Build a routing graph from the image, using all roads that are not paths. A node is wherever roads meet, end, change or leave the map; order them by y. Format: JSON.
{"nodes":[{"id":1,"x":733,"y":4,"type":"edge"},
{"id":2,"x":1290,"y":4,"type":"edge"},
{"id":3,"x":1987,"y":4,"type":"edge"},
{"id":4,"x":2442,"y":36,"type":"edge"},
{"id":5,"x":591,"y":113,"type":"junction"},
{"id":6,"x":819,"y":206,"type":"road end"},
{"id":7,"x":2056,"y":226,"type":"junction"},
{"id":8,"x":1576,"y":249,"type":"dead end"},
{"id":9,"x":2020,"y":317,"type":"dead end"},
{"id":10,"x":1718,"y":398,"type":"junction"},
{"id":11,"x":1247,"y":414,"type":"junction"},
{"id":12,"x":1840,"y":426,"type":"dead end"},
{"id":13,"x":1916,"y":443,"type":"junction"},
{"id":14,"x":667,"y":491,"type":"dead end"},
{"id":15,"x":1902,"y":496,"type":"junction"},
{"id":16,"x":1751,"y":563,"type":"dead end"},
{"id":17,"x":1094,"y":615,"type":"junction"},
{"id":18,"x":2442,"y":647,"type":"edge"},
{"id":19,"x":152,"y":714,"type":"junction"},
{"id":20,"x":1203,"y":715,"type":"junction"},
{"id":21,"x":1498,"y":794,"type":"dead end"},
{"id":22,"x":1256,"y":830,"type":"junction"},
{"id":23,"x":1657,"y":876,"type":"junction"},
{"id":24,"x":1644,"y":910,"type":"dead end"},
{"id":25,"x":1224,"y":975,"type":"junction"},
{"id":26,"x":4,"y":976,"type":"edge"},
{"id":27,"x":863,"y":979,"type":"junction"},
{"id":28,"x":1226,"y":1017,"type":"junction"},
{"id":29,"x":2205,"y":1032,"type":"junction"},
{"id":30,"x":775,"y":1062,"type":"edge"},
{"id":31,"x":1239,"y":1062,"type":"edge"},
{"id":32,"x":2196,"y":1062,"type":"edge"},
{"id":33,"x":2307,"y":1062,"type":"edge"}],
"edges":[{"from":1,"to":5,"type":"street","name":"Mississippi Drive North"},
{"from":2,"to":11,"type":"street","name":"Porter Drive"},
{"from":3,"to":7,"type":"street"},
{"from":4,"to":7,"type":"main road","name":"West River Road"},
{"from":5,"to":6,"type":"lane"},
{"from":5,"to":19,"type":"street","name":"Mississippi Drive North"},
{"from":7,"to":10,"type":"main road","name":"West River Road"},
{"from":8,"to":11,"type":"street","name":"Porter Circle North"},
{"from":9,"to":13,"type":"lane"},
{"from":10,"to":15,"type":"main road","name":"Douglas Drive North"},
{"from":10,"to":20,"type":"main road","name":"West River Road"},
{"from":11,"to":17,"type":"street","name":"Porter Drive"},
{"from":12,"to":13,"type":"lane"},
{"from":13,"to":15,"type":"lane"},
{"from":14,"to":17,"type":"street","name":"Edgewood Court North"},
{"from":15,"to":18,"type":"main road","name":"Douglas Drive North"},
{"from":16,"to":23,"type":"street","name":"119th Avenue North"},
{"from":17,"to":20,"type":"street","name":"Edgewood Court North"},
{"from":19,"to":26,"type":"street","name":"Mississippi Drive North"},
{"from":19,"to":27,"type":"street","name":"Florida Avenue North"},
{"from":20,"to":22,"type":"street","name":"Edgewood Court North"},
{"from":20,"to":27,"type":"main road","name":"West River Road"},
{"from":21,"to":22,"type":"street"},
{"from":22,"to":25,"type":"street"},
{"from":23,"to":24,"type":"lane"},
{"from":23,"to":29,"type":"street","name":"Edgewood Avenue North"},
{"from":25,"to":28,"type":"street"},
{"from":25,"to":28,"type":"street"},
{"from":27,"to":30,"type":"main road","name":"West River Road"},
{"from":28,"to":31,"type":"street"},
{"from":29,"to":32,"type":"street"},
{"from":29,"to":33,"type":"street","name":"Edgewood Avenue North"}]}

-------------------------

What this task involves: Everything in the records above should be written out again exactly.

The completed task:
Build a routing graph from the image, using all roads that are not paths. A node is wherever roads meet, end, change or leave the map; order them by y. Format: JSON.
{"nodes":[{"id":1,"x":733,"y":4,"type":"edge"},
{"id":2,"x":1290,"y":4,"type":"edge"},
{"id":3,"x":1987,"y":4,"type":"edge"},
{"id":4,"x":2442,"y":36,"type":"edge"},
{"id":5,"x":591,"y":113,"type":"junction"},
{"id":6,"x":819,"y":206,"type":"road end"},
{"id":7,"x":2056,"y":226,"type":"junction"},
{"id":8,"x":1576,"y":249,"type":"dead end"},
{"id":9,"x":2020,"y":317,"type":"dead end"},
{"id":10,"x":1718,"y":398,"type":"junction"},
{"id":11,"x":1247,"y":414,"type":"junction"},
{"id":12,"x":1840,"y":426,"type":"dead end"},
{"id":13,"x":1916,"y":443,"type":"junction"},
{"id":14,"x":667,"y":491,"type":"dead end"},
{"id":15,"x":1902,"y":496,"type":"junction"},
{"id":16,"x":1751,"y":563,"type":"dead end"},
{"id":17,"x":1094,"y":615,"type":"junction"},
{"id":18,"x":2442,"y":647,"type":"edge"},
{"id":19,"x":152,"y":714,"type":"junction"},
{"id":20,"x":1203,"y":715,"type":"junction"},
{"id":21,"x":1498,"y":794,"type":"dead end"},
{"id":22,"x":1256,"y":830,"type":"junction"},
{"id":23,"x":1657,"y":876,"type":"junction"},
{"id":24,"x":1644,"y":910,"type":"dead end"},
{"id":25,"x":1224,"y":975,"type":"junction"},
{"id":26,"x":4,"y":976,"type":"edge"},
{"id":27,"x":863,"y":979,"type":"junction"},
{"id":28,"x":1226,"y":1017,"type":"junction"},
{"id":29,"x":2205,"y":1032,"type":"junction"},
{"id":30,"x":775,"y":1062,"type":"edge"},
{"id":31,"x":1239,"y":1062,"type":"edge"},
{"id":32,"x":2196,"y":1062,"type":"edge"},
{"id":33,"x":2307,"y":1062,"type":"edge"}],
"edges":[{"from":1,"to":5,"type":"street","name":"Mississippi Drive North"},
{"from":2,"to":11,"type":"street","name":"Porter Drive"},
{"from":3,"to":7,"type":"street"},
{"from":4,"to":7,"type":"main road","name":"West River Road"},
{"from":5,"to":6,"type":"lane"},
{"from":5,"to":19,"type":"street","name":"Mississippi Drive North"},
{"from":7,"to":10,"type":"main road","name":"West River Road"},
{"from":8,"to":11,"type":"street","name":"Porter Circle North"},
{"from":9,"to":13,"type":"lane"},
{"from":10,"to":15,"type":"main road","name":"Douglas Drive North"},
{"from":10,"to":20,"type":"main road","name":"West River Road"},
{"from":11,"to":17,"type":"street","name":"Porter Drive"},
{"from":12,"to":13,"type":"lane"},
{"from":13,"to":15,"type":"lane"},
{"from":14,"to":17,"type":"street","name":"Edgewood Court North"},
{"from":15,"to":18,"type":"main road","name":"Douglas Drive North"},
{"from":16,"to":23,"type":"street","name":"119th Avenue North"},
{"from":17,"to":20,"type":"street","name":"Edgewood Court North"},
{"from":19,"to":26,"type":"street","name":"Mississippi Drive North"},
{"from":19,"to":27,"type":"street","name":"Florida Avenue North"},
{"from":20,"to":22,"type":"street","name":"Edgewood Court North"},
{"from":20,"to":27,"type":"main road","name":"West River Road"},
{"from":21,"to":22,"type":"street"},
{"from":22,"to":25,"type":"street"},
{"from":23,"to":24,"type":"lane"},
{"from":23,"to":29,"type":"street","name":"Edgewood Avenue North"},
{"from":25,"to":28,"type":"street"},
{"from":25,"to":28,"type":"street"},
{"from":27,"to":30,"type":"main road","name":"West River Road"},
{"from":28,"to":31,"type":"street"},
{"from":29,"to":32,"type":"street"},
{"from":29,"to":33,"type":"street","name":"Edgewood Avenue North"}]}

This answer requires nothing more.